---------- Excerpted data

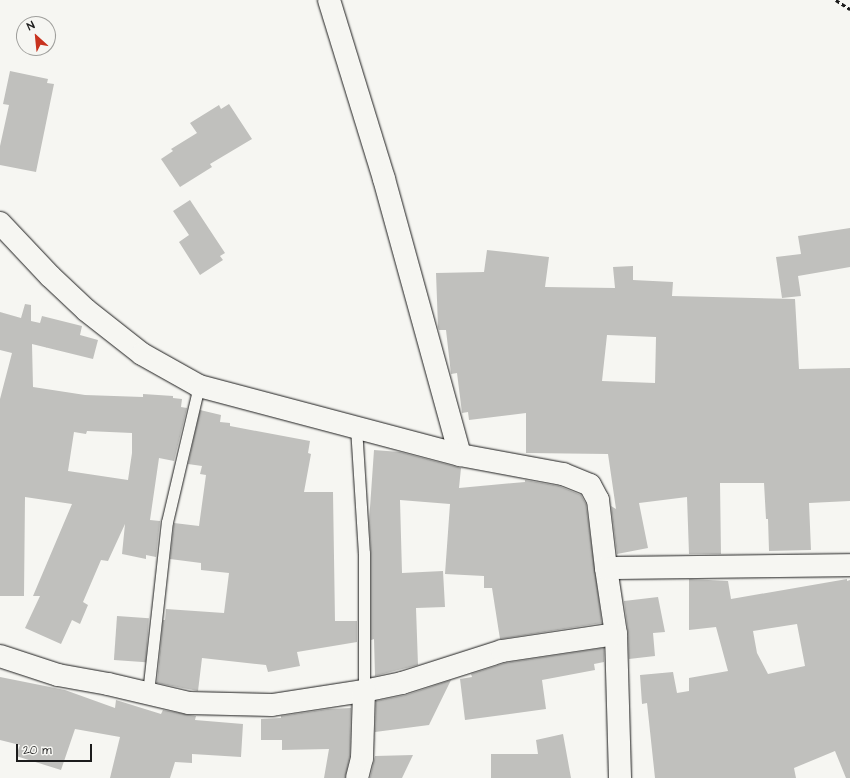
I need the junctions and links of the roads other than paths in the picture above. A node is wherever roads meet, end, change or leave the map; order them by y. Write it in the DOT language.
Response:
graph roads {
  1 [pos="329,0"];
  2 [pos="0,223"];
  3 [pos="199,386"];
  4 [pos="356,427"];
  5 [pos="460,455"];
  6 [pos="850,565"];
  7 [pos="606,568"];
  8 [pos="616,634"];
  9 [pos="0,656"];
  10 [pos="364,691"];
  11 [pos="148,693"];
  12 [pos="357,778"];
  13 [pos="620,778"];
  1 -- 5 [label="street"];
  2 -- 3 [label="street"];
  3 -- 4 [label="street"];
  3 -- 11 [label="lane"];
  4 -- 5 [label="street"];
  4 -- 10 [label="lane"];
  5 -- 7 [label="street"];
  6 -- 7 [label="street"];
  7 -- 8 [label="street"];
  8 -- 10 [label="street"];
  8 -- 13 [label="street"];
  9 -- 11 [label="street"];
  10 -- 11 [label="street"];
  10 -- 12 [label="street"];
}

--------------------

Problem to work on:
Every entry must be written out exactly, with all pictures left out.

Result for this task:
I need the junctions and links of the roads other than paths in the picture above. A node is wherever roads meet, end, change or leave the map; order them by y. Write it in the DOT language.
Response:
graph roads {
  1 [pos="329,0"];
  2 [pos="0,223"];
  3 [pos="199,386"];
  4 [pos="356,427"];
  5 [pos="460,455"];
  6 [pos="850,565"];
  7 [pos="606,568"];
  8 [pos="616,634"];
  9 [pos="0,656"];
  10 [pos="364,691"];
  11 [pos="148,693"];
  12 [pos="357,778"];
  13 [pos="620,778"];
  1 -- 5 [label="street"];
  2 -- 3 [label="street"];
  3 -- 4 [label="street"];
  3 -- 11 [label="lane"];
  4 -- 5 [label="street"];
  4 -- 10 [label="lane"];
  5 -- 7 [label="street"];
  6 -- 7 [label="street"];
  7 -- 8 [label="street"];
  8 -- 10 [label="street"];
  8 -- 13 [label="street"];
  9 -- 11 [label="street"];
  10 -- 11 [label="street"];
  10 -- 12 [label="street"];
}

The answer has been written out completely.